◆ WORK REQUEST ◆
Please repeat the listing below in its entirety, exactly.

§

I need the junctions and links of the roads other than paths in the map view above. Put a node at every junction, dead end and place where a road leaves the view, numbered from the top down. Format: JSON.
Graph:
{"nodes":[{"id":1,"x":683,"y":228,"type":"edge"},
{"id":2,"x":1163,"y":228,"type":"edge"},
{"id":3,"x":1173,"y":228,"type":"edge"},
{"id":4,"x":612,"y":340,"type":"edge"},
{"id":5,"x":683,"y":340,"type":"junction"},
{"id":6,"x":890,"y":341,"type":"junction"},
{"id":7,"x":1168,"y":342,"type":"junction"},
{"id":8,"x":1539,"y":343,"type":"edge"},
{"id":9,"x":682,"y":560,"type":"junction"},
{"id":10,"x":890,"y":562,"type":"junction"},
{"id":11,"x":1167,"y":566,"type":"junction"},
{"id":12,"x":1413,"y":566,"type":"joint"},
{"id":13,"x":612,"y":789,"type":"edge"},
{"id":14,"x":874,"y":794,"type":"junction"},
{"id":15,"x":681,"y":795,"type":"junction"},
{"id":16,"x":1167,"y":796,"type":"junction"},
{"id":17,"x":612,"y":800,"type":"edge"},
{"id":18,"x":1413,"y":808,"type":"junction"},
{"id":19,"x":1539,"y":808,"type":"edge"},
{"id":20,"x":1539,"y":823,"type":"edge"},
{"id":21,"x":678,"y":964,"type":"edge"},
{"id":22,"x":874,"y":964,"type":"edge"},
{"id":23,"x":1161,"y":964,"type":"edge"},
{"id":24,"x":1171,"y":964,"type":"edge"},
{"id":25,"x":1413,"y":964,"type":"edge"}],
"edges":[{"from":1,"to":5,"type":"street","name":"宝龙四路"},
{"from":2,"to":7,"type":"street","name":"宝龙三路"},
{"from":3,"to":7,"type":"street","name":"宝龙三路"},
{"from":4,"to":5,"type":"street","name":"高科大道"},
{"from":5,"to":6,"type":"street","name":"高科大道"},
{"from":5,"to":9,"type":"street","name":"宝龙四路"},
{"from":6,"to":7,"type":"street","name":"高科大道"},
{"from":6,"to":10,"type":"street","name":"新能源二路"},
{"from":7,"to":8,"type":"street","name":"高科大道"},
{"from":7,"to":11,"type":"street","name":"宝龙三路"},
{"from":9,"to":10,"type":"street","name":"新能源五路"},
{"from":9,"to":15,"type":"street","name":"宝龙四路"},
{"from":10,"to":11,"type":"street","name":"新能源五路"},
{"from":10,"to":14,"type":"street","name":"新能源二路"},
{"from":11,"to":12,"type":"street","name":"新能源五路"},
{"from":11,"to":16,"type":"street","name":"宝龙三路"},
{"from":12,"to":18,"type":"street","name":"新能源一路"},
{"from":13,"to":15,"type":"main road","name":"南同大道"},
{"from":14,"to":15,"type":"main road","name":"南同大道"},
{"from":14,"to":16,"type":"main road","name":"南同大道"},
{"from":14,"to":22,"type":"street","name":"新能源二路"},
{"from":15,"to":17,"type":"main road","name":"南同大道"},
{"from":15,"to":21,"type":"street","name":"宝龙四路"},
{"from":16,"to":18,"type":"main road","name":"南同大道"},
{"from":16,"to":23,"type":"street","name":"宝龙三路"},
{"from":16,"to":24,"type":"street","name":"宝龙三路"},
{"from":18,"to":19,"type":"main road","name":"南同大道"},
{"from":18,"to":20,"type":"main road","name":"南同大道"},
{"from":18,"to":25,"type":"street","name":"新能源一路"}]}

§

◆ TASK ANSWER ◆
I need the junctions and links of the roads other than paths in the map view above. Put a node at every junction, dead end and place where a road leaves the view, numbered from the top down. Format: JSON.
Graph:
{"nodes":[{"id":1,"x":683,"y":228,"type":"edge"},
{"id":2,"x":1163,"y":228,"type":"edge"},
{"id":3,"x":1173,"y":228,"type":"edge"},
{"id":4,"x":612,"y":340,"type":"edge"},
{"id":5,"x":683,"y":340,"type":"junction"},
{"id":6,"x":890,"y":341,"type":"junction"},
{"id":7,"x":1168,"y":342,"type":"junction"},
{"id":8,"x":1539,"y":343,"type":"edge"},
{"id":9,"x":682,"y":560,"type":"junction"},
{"id":10,"x":890,"y":562,"type":"junction"},
{"id":11,"x":1167,"y":566,"type":"junction"},
{"id":12,"x":1413,"y":566,"type":"joint"},
{"id":13,"x":612,"y":789,"type":"edge"},
{"id":14,"x":874,"y":794,"type":"junction"},
{"id":15,"x":681,"y":795,"type":"junction"},
{"id":16,"x":1167,"y":796,"type":"junction"},
{"id":17,"x":612,"y":800,"type":"edge"},
{"id":18,"x":1413,"y":808,"type":"junction"},
{"id":19,"x":1539,"y":808,"type":"edge"},
{"id":20,"x":1539,"y":823,"type":"edge"},
{"id":21,"x":678,"y":964,"type":"edge"},
{"id":22,"x":874,"y":964,"type":"edge"},
{"id":23,"x":1161,"y":964,"type":"edge"},
{"id":24,"x":1171,"y":964,"type":"edge"},
{"id":25,"x":1413,"y":964,"type":"edge"}],
"edges":[{"from":1,"to":5,"type":"street","name":"宝龙四路"},
{"from":2,"to":7,"type":"street","name":"宝龙三路"},
{"from":3,"to":7,"type":"street","name":"宝龙三路"},
{"from":4,"to":5,"type":"street","name":"高科大道"},
{"from":5,"to":6,"type":"street","name":"高科大道"},
{"from":5,"to":9,"type":"street","name":"宝龙四路"},
{"from":6,"to":7,"type":"street","name":"高科大道"},
{"from":6,"to":10,"type":"street","name":"新能源二路"},
{"from":7,"to":8,"type":"street","name":"高科大道"},
{"from":7,"to":11,"type":"street","name":"宝龙三路"},
{"from":9,"to":10,"type":"street","name":"新能源五路"},
{"from":9,"to":15,"type":"street","name":"宝龙四路"},
{"from":10,"to":11,"type":"street","name":"新能源五路"},
{"from":10,"to":14,"type":"street","name":"新能源二路"},
{"from":11,"to":12,"type":"street","name":"新能源五路"},
{"from":11,"to":16,"type":"street","name":"宝龙三路"},
{"from":12,"to":18,"type":"street","name":"新能源一路"},
{"from":13,"to":15,"type":"main road","name":"南同大道"},
{"from":14,"to":15,"type":"main road","name":"南同大道"},
{"from":14,"to":16,"type":"main road","name":"南同大道"},
{"from":14,"to":22,"type":"street","name":"新能源二路"},
{"from":15,"to":17,"type":"main road","name":"南同大道"},
{"from":15,"to":21,"type":"street","name":"宝龙四路"},
{"from":16,"to":18,"type":"main road","name":"南同大道"},
{"from":16,"to":23,"type":"street","name":"宝龙三路"},
{"from":16,"to":24,"type":"street","name":"宝龙三路"},
{"from":18,"to":19,"type":"main road","name":"南同大道"},
{"from":18,"to":20,"type":"main road","name":"南同大道"},
{"from":18,"to":25,"type":"street","name":"新能源一路"}]}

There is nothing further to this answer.